We have "overdrive" on our Ford Excursion V10 4X4. Should this be used for towing? My daughter and I know nothing about "overdrive." What does it do?

Dana


----------



## Castle Rock Outbackers (Jan 18, 2004)

Typically you won't use OD while towing. OD is your final drive gear for cruising. You'll probably find that if you tow in OD, the transmission does too much up and down shifting, which is not good.

Randy


----------



## nascarcamper (Jan 27, 2005)

As long as it's not shifting a lot you can get by with overdrive on flat land. Lots of shifting will cause your tranny to overheat and could easily cause damage.


----------



## mik0445 (Jun 5, 2006)

You should always turn overdrive off when towing. Overdrive is nothing much more than a high gear for the highway to let you either coast or for the engine to use very little power to keep your wheels turning. During trailering it will cause your transmission to constantly shift to find the right point. It will shift to overdrive to conserve fuel, then downshift for more power. It will cause your transmission to run hotter as well as wearing out your shift points, ultimately wearing out your transmission to wear out a lot more quickly. You are going to burn more gas when towing your TT, but that's the price you have to pay to have fun!


----------



## camping479 (Aug 27, 2003)

What does the manual say about it? With the V10 and a heavy duty trans I would think you could. I do reserve the right to be wrong though









Mike


----------



## kjdj (Sep 14, 2004)

You have the biggest outback made. I would not use overdrive when towing.


----------



## shake1969 (Sep 21, 2004)

I have the smallest OB made. But, I put a trans gauge on before my last trip and this is what I found out:

First, rarely did the trans temp exceed 195 degrees, which is the operating temp of the coolant, regardless of gear. The highest temp I saw was about 210, and that was during a long stretch in second gear at about 50mph, into about a 40mph headwind.
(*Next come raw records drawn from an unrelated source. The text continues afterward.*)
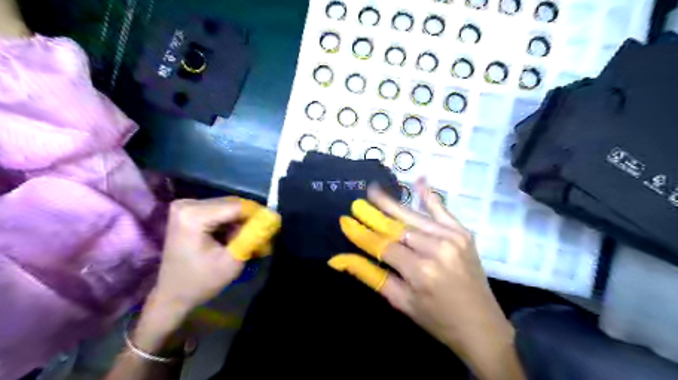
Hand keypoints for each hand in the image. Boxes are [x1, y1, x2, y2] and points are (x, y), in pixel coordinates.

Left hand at [152, 196, 277, 314]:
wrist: (172, 294)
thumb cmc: (201, 282)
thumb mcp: (232, 261)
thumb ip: (253, 237)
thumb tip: (272, 218)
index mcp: (194, 215)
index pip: (237, 206)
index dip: (258, 215)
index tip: (273, 227)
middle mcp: (188, 204)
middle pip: (232, 204)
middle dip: (250, 220)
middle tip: (263, 238)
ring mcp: (186, 206)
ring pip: (228, 207)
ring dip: (241, 222)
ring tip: (250, 240)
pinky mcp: (188, 210)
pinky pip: (219, 211)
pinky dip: (231, 223)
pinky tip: (235, 238)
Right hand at [329, 183, 522, 378]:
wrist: (481, 325)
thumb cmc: (437, 319)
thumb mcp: (400, 301)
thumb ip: (370, 275)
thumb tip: (340, 259)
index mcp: (419, 270)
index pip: (383, 245)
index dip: (362, 233)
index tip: (345, 220)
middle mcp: (436, 248)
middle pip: (398, 226)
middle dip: (375, 213)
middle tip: (357, 201)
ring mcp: (452, 237)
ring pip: (414, 217)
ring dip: (393, 204)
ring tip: (374, 190)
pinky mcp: (463, 233)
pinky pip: (443, 210)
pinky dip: (429, 196)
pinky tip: (419, 180)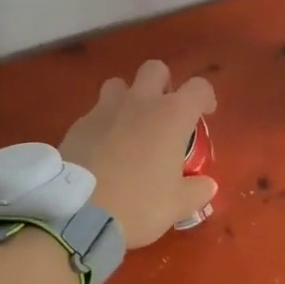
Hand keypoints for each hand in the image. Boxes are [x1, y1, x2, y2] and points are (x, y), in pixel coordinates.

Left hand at [60, 61, 217, 247]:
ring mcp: (104, 110)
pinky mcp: (78, 124)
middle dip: (163, 84)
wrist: (78, 214)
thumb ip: (196, 191)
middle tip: (164, 113)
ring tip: (130, 126)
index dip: (205, 97)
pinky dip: (103, 124)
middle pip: (155, 69)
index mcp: (172, 116)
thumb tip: (207, 185)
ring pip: (119, 84)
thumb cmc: (139, 205)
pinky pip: (95, 113)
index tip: (204, 113)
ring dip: (128, 98)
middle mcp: (140, 102)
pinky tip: (102, 150)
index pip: (198, 87)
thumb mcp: (176, 205)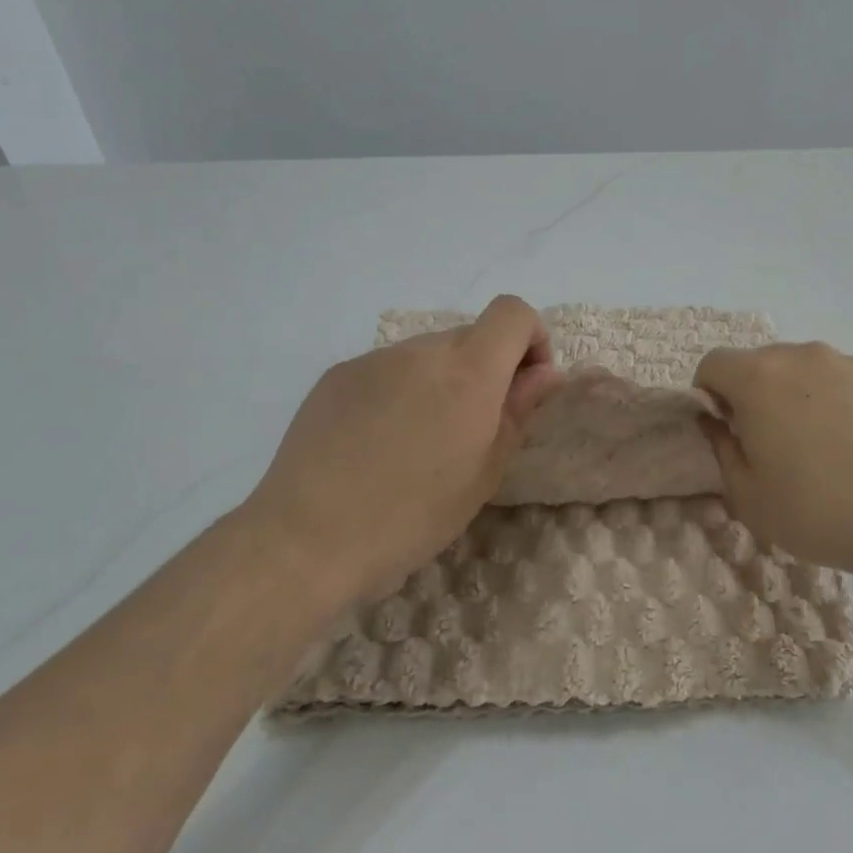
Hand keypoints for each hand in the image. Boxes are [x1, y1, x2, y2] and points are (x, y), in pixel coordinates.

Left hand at [242, 295, 561, 603]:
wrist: (307, 539)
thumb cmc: (411, 516)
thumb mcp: (484, 472)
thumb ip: (519, 410)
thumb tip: (546, 373)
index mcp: (468, 372)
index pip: (513, 312)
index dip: (531, 339)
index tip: (524, 386)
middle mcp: (421, 350)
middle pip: (471, 336)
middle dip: (487, 369)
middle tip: (472, 430)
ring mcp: (373, 359)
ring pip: (428, 354)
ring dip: (442, 381)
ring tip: (419, 442)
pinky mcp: (337, 375)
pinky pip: (388, 369)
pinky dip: (401, 391)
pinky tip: (379, 441)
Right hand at [694, 342, 852, 590]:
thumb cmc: (822, 512)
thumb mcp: (749, 498)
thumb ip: (721, 450)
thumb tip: (718, 422)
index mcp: (760, 379)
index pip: (713, 364)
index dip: (710, 396)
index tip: (730, 432)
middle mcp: (805, 356)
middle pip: (764, 363)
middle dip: (758, 396)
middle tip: (777, 447)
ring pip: (812, 372)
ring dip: (805, 399)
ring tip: (830, 452)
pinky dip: (850, 407)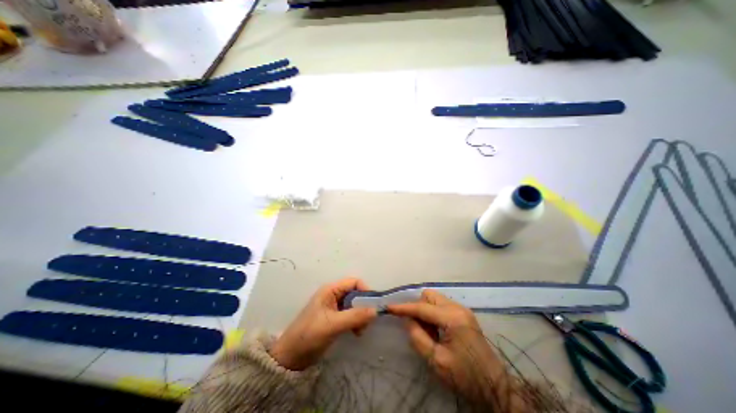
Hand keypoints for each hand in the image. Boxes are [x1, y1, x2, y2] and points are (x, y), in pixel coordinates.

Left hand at [268, 277, 376, 370]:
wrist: (290, 357)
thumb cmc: (309, 335)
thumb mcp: (333, 325)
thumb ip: (354, 316)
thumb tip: (375, 310)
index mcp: (330, 290)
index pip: (353, 282)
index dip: (365, 290)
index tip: (373, 305)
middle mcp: (333, 294)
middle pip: (355, 293)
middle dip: (363, 306)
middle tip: (367, 322)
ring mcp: (334, 306)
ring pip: (354, 304)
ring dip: (360, 315)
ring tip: (360, 330)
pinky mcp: (334, 317)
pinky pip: (350, 314)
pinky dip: (356, 321)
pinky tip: (356, 332)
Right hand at [387, 288, 519, 411]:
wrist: (496, 387)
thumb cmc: (465, 377)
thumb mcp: (437, 361)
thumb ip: (418, 338)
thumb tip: (407, 320)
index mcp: (452, 318)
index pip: (422, 308)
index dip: (404, 307)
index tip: (389, 307)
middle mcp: (457, 308)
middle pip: (429, 296)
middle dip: (418, 307)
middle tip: (418, 327)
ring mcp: (462, 309)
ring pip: (435, 299)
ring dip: (426, 311)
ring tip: (429, 332)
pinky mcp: (464, 314)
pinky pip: (442, 306)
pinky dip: (434, 314)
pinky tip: (438, 331)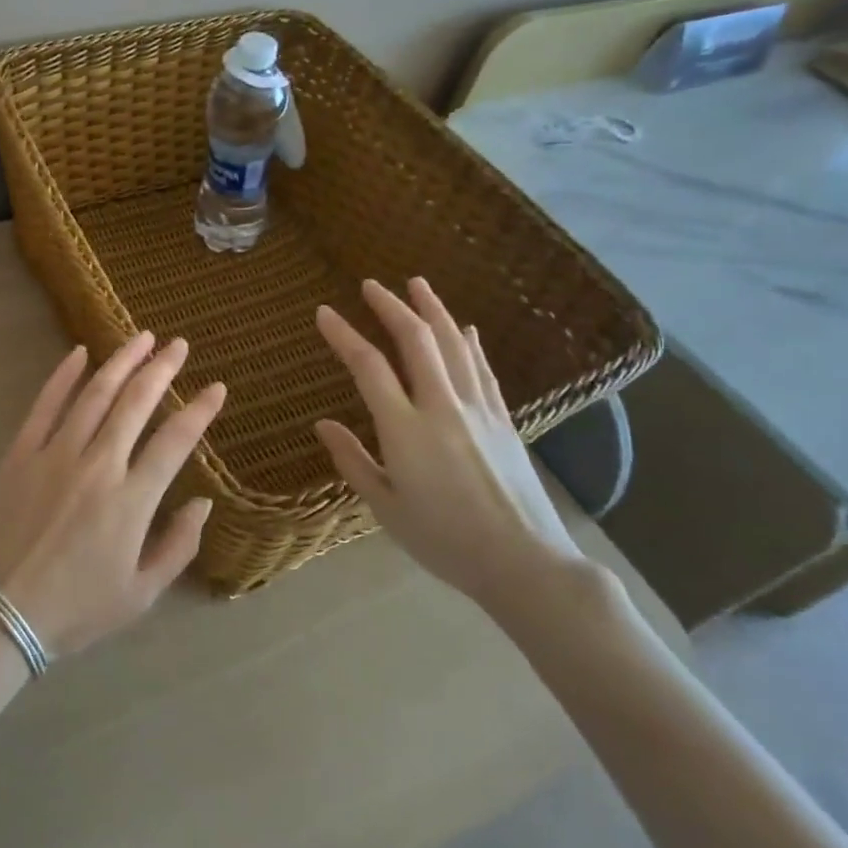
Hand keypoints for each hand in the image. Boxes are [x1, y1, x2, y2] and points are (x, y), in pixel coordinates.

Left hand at [0, 333, 225, 658]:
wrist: (0, 613)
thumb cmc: (77, 608)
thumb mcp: (141, 594)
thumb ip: (179, 546)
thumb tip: (203, 502)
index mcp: (131, 500)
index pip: (175, 441)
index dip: (200, 410)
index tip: (216, 387)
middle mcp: (97, 466)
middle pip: (136, 403)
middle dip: (161, 368)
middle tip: (179, 344)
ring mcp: (55, 454)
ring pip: (94, 394)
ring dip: (121, 362)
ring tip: (141, 338)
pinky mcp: (21, 453)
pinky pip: (45, 405)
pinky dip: (63, 376)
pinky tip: (79, 353)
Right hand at [313, 279, 586, 612]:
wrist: (524, 562)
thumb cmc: (444, 540)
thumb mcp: (386, 508)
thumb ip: (353, 461)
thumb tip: (322, 424)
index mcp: (406, 430)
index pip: (368, 367)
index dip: (344, 335)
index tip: (324, 312)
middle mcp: (442, 407)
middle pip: (416, 340)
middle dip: (391, 306)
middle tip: (371, 285)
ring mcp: (478, 409)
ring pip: (454, 344)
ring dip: (433, 310)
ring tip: (417, 284)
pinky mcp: (503, 420)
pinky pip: (483, 369)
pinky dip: (471, 343)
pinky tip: (466, 328)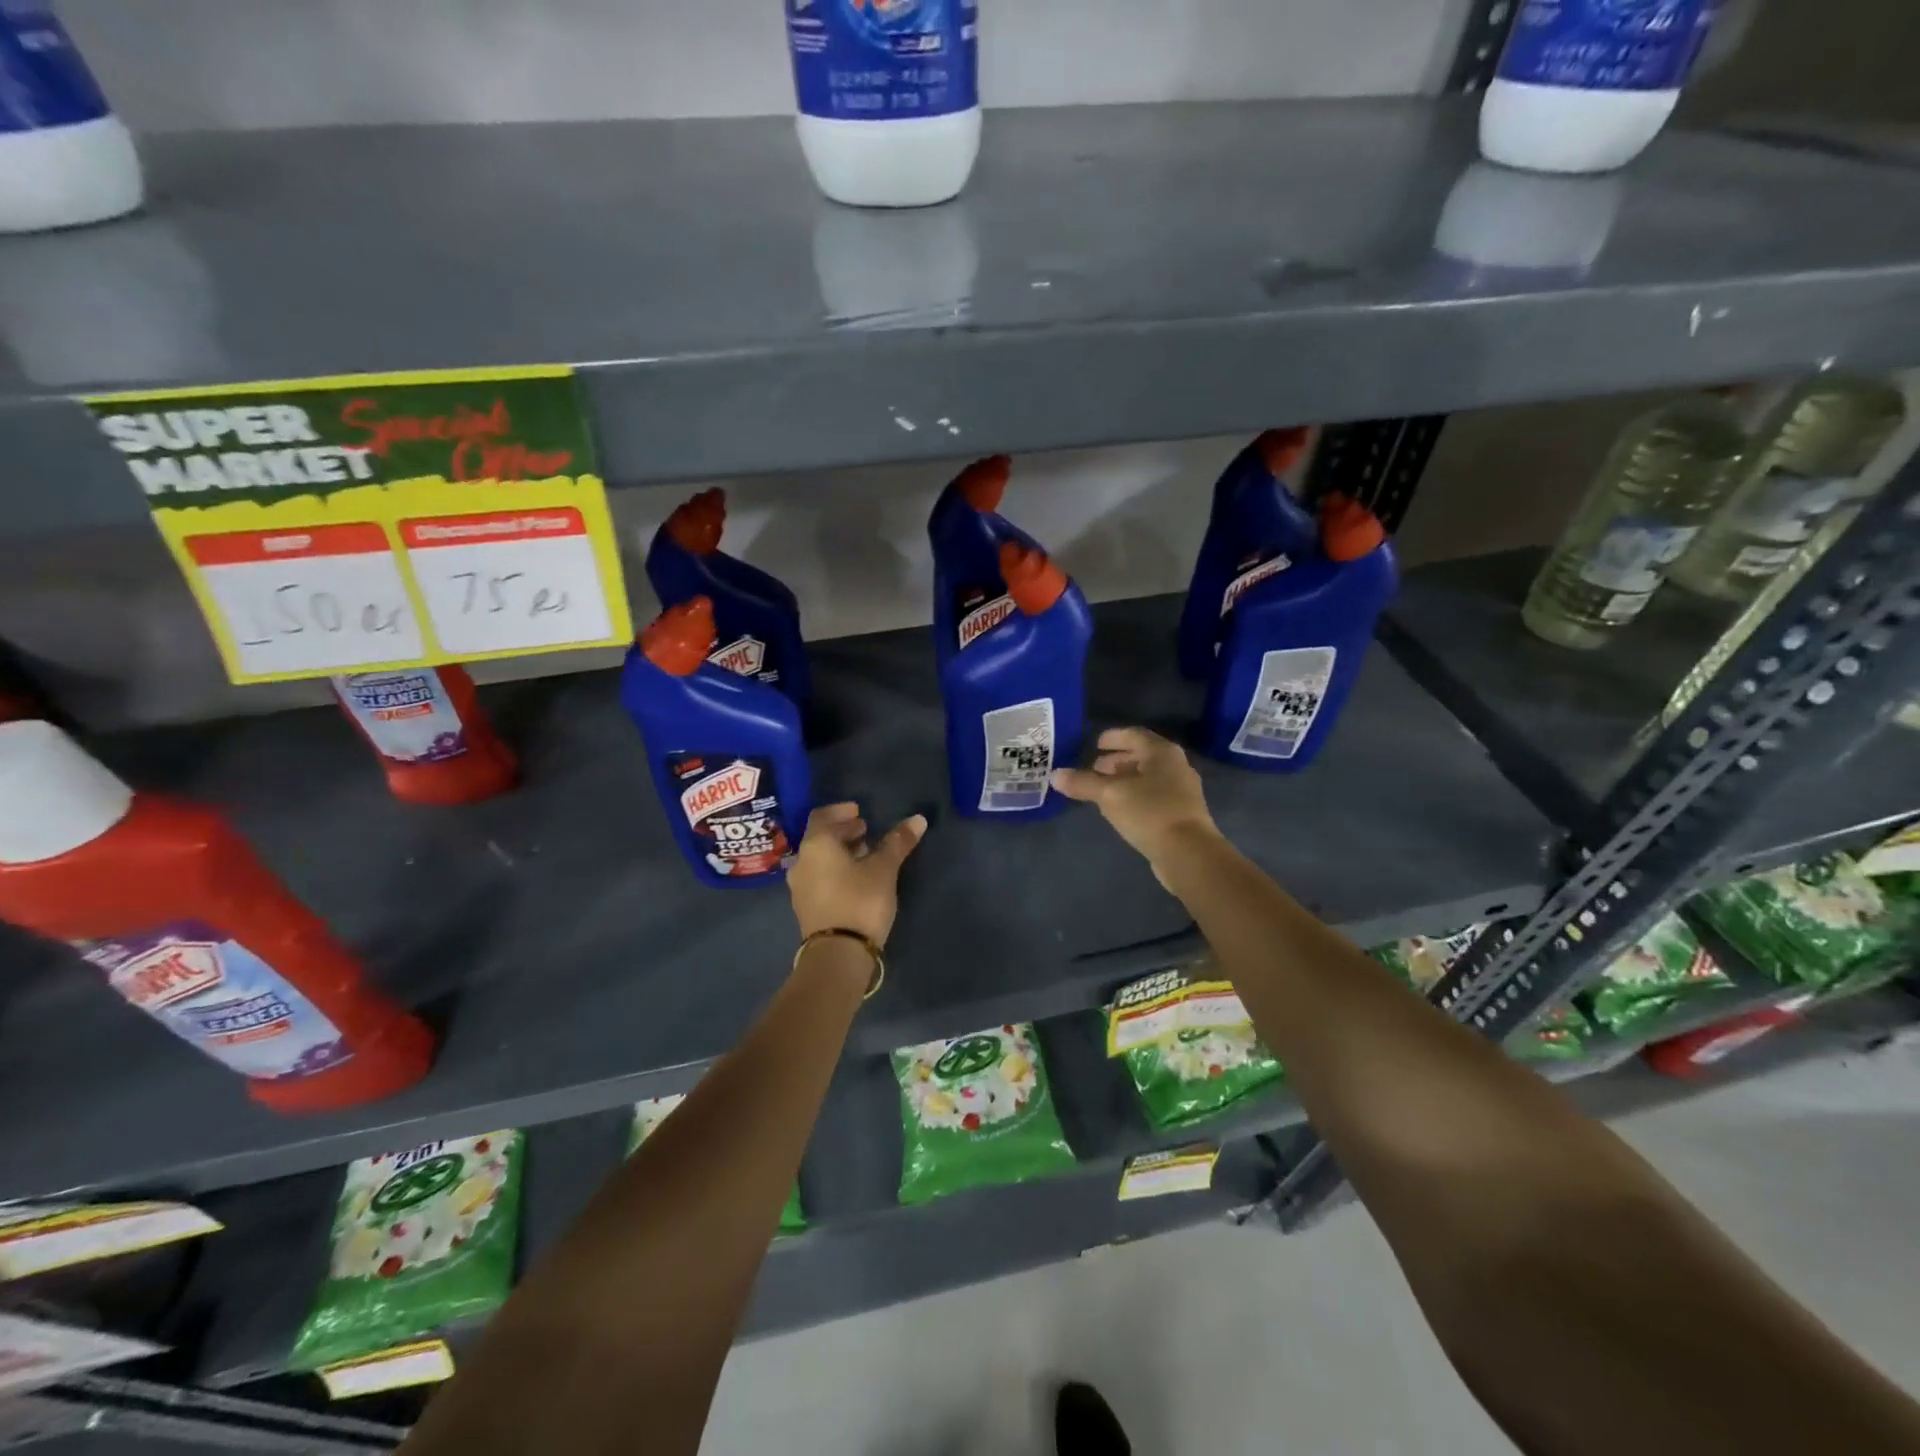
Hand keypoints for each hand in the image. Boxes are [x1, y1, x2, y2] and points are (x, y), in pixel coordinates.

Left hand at [788, 802, 927, 946]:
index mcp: (816, 845)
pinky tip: (856, 878)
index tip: (860, 811)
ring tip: (865, 853)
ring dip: (840, 852)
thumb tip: (918, 819)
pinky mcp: (806, 907)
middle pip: (820, 837)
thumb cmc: (860, 900)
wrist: (838, 954)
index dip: (841, 811)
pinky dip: (835, 869)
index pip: (822, 816)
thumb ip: (898, 842)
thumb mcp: (884, 869)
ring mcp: (800, 886)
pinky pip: (819, 877)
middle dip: (843, 831)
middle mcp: (802, 861)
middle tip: (866, 829)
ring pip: (819, 859)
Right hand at [1050, 727, 1220, 880]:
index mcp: (1161, 752)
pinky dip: (1136, 794)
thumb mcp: (1109, 795)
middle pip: (1143, 755)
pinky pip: (1155, 795)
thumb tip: (1055, 775)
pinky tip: (1122, 808)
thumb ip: (1082, 783)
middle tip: (1095, 768)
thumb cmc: (1149, 812)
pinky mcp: (1183, 813)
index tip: (1095, 744)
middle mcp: (1176, 765)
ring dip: (1126, 779)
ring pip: (1149, 776)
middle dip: (1117, 760)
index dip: (1113, 737)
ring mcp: (1183, 790)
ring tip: (1104, 788)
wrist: (1188, 853)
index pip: (1134, 735)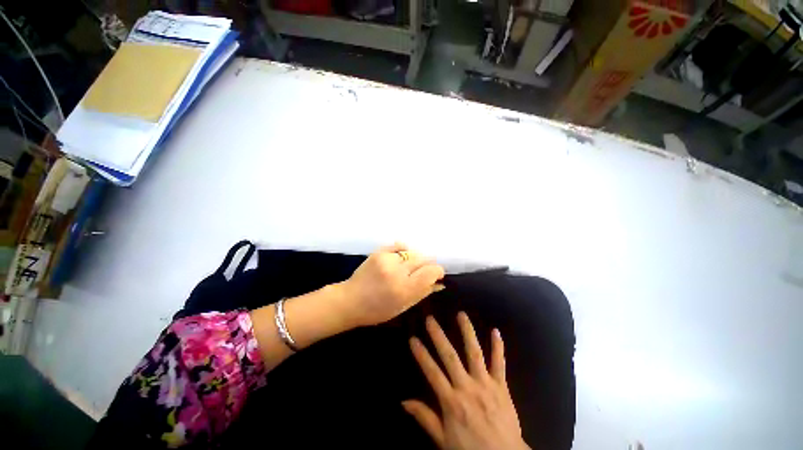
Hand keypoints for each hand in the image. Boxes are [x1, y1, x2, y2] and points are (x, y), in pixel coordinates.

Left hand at [340, 243, 444, 327]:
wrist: (350, 300)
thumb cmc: (377, 310)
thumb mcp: (403, 307)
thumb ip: (423, 292)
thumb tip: (439, 282)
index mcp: (404, 289)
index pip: (431, 272)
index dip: (438, 271)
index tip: (437, 275)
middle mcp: (397, 271)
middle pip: (423, 259)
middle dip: (427, 265)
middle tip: (423, 272)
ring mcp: (387, 259)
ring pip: (412, 252)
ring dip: (415, 259)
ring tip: (409, 267)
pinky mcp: (379, 252)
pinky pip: (399, 245)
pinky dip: (404, 250)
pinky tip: (402, 257)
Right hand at [403, 313, 528, 449]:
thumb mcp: (443, 440)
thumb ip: (425, 418)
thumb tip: (403, 401)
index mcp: (451, 402)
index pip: (432, 372)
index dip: (421, 355)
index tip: (413, 339)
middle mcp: (467, 387)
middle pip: (450, 357)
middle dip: (438, 336)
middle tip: (431, 319)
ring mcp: (486, 384)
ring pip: (475, 353)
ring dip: (467, 332)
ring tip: (461, 315)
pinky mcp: (501, 386)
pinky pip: (500, 363)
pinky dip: (498, 347)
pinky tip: (495, 331)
Next, rarely did the Gator get into overdrive, especially during the climb out of Oklahoma to Colorado. But during some downhills, if I eased off the throttle a bit, it would shift into OD. I noticed no gear hunting or slippage. Of course, on the real hills I shifted down into second anyway.

My opinion is that it is overheating the fluid that kills a transmission, not necessarily because you towed in OD or not.

Check the manual. It should reveal all.


----------



## mountainlady56 (Feb 13, 2006)

HI!
I have a Dodge Ram Cummins 2500 QC, and tow a 27RSDS in overdrive in tow mode......that's one punch on the end of the gear shift......two to take it out of overdrive. My RPMs never go over 2500, and I've been in the mountains, etc., with it, and keep it on cruise control, as I'm a speed demon, without it!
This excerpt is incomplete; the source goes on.